How a Nashville couple found more than they were expecting when they began their journey into the visual arts
by Sara Lee Burd | Photography by Jerry Atnip
Collectors’ homes reveal volumes about the people who live there. Susan and John Hainsworth are avid collectors who prioritize surrounding themselves with the finer side of life. Walls covered with original works of art, a library and sitting areas filled with thoughtfully placed books, along with an impressive wine cellar nod to the Hainsworths’ respect for skilled, creative, intelligent accomplishment.
Building an art collection has been a journey the couple values. Together they’ve learned to work with dealers, galleries, and auction houses to acquire works that spark their interest. Locally they consult Williams Gallery where they find that Jim Williams’s extensive knowledge and collection of early American art feeds their need for learning, browsing, and buying. To stay informed and help guide his decisions, John reads about the history of art and the goings-on in the art market while Susan finds that she follows her taste and gut feeling. Ultimately however, what takes them from liking a work to taking it home with them is a mutual decision. As John says, “Either one of us has veto power,” which means they both love everything in their home and can share a story about why they decided to acquire it.

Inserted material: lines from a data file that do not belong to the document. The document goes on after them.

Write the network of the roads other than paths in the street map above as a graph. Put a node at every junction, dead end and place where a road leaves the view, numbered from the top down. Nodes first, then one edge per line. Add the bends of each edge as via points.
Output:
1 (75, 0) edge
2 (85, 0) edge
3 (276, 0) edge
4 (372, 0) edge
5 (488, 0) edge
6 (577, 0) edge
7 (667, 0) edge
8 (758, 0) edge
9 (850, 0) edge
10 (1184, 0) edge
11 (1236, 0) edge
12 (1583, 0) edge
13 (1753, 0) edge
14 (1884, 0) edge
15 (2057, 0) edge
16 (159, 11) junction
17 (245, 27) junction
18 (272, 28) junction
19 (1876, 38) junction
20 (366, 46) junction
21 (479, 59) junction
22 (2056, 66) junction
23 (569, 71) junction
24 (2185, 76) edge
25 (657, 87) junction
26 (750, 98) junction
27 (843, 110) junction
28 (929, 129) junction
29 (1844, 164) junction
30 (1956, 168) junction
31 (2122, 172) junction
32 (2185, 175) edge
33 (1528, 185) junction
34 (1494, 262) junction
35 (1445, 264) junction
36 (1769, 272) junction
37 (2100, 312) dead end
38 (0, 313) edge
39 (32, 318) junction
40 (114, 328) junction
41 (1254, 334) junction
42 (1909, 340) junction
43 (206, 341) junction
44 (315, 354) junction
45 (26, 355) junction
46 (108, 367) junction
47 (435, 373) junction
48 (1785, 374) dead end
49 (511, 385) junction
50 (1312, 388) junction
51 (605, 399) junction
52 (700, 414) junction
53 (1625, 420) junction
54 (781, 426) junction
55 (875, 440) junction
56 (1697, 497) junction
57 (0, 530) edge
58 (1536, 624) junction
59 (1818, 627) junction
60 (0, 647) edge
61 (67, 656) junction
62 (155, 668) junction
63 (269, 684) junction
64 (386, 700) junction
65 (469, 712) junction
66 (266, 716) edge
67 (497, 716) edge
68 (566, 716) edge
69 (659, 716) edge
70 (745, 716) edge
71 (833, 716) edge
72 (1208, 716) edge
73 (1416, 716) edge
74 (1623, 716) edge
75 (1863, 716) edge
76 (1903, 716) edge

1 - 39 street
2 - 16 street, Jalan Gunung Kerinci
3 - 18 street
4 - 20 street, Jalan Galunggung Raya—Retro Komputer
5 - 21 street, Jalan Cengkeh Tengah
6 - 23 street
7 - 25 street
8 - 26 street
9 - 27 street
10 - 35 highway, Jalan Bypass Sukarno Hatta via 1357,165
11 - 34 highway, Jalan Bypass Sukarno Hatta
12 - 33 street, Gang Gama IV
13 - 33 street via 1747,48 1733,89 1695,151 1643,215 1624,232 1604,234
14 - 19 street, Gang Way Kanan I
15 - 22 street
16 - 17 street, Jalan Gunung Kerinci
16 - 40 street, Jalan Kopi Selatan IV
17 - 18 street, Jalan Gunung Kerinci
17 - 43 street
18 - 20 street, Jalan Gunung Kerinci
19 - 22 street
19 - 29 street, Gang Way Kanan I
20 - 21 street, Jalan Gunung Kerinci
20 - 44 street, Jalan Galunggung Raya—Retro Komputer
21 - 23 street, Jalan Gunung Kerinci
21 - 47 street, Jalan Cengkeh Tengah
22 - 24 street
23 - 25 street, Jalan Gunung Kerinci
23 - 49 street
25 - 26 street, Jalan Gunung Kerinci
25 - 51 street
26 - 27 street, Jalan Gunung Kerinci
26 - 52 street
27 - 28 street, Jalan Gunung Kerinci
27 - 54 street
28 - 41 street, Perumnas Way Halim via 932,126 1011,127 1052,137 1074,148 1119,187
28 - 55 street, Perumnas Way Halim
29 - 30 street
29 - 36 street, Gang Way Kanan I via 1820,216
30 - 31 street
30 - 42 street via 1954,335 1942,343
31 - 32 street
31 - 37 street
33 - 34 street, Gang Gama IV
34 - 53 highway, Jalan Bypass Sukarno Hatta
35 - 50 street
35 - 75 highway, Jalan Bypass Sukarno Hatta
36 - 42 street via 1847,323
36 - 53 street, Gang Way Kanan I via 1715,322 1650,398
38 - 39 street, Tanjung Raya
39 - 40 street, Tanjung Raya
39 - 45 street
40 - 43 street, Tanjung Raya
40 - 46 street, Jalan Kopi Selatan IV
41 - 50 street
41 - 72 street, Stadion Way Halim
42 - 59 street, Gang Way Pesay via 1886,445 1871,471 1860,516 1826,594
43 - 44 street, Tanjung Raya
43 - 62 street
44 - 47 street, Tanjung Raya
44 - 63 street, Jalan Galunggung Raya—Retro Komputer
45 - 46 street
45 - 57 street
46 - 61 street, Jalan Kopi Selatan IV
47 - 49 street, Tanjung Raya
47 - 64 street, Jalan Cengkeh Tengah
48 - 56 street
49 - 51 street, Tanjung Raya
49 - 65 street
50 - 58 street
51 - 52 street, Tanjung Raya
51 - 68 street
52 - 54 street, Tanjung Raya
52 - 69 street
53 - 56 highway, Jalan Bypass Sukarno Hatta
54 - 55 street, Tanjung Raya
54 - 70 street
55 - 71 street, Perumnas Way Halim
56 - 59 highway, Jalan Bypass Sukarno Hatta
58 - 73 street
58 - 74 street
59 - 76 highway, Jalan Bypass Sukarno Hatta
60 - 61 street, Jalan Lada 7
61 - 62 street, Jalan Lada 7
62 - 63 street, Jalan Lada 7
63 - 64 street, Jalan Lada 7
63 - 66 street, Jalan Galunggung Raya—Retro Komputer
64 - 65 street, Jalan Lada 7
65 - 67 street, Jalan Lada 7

Their common interest in art has brought a great amount of fun to their marriage. Even as newlyweds, they enjoyed traveling and going to museums in new cities, but they have developed a great appreciation for the act of buying art. Susan says about the beginnings of their journey, “When we got married we would have bought a painting rather than a piece of furniture . . . or just about anything else.” The first big splurge the couple made was moving from purchasing prints to oil paintings. They made that leap with two small Sherrie McGraw oil-on-canvas works they purchased in Santa Fe, followed by Ed Mell’s Monument Storm. The appeal of meeting contemporary artists and discussing the art-making process fascinated them, but after buying a few more contemporary works, they switched to buying historical art.
Now, the majority of the works in their collection are mid nineteenth- through mid twentieth-century American Art, primarily from the Hudson River School through the Regionalists. The art on their walls tends toward figures and landscapes, partially because these are the predominant subjects of the period of art they collect, but the collection is hardly monotonous.
They enjoy the hunt for weighty names like quintessential American artists Robert Henri and Everett Shinn, seminal painters from the Ashcan School and The Eight known for documenting both the impoverished and cosmopolitan lifestyles of 1900s New York City. Henri’s Isadora Duncan features the famed Modern dancer dramatically poised, semi-nude, and rendered with loose brushstrokes in watercolor, evoking the ephemeral beauty expressed by her body movement. Shinn’s Dancers on Stage recalls the delight of spectacle at the theatre both on and off the stage by featuring a glimpse of the elegantly dressed audience gazing at the animated performers and also around the room.
Displaying a bit less social commentary, the brightly colored abstract landscape by the post-impressionistic artist Theodore Earl Butler Catskill Clove reveals a flare for the exotic, fauvist style that spread through New York galleries in 1910. In a truly American depiction of mundane yet jubilant spirituality, Lord Heal the Child by Regionalist artist Thomas Hart Benton presents a group of primitively rendered churchgoers set in a dynamic circular composition anchored by a single lantern—perhaps the light of God—shining down on them from the center of the room.
The couple celebrates all the art that comes into their home and takes pleasure in welcoming additions to the collection. Selecting where each artwork is going to reside is a carefully considered process, and once installed, the work rarely moves. They enjoy seeing their art in particular places; always there to greet and perhaps ground them as they pass. As Susan reflects, “We loaned our collection to a traveling exhibition, and when the movers took the art away, there was no soul left, no heart. All that was left was all just stuff. The art is part of the personality of the home, and they are good company.”
The Hainsworths value the whole experience of art collecting—the rush of finding something and then getting it, bringing it home, and reminiscing about the unique story behind each image. Sure, they’d love to own a Sargent, Whistler, or Cassatt, but while they aren’t ready to make that investment yet, John posits, “I’d like to have a work of art rather than buy a Mercedes.” Susan concludes, “Art’s spiritual . . . it transcends . . . that’s why I buy art and have it around my house.” With those attitudes, they will no doubt continue to grow their collection in tandem with their connection to each other.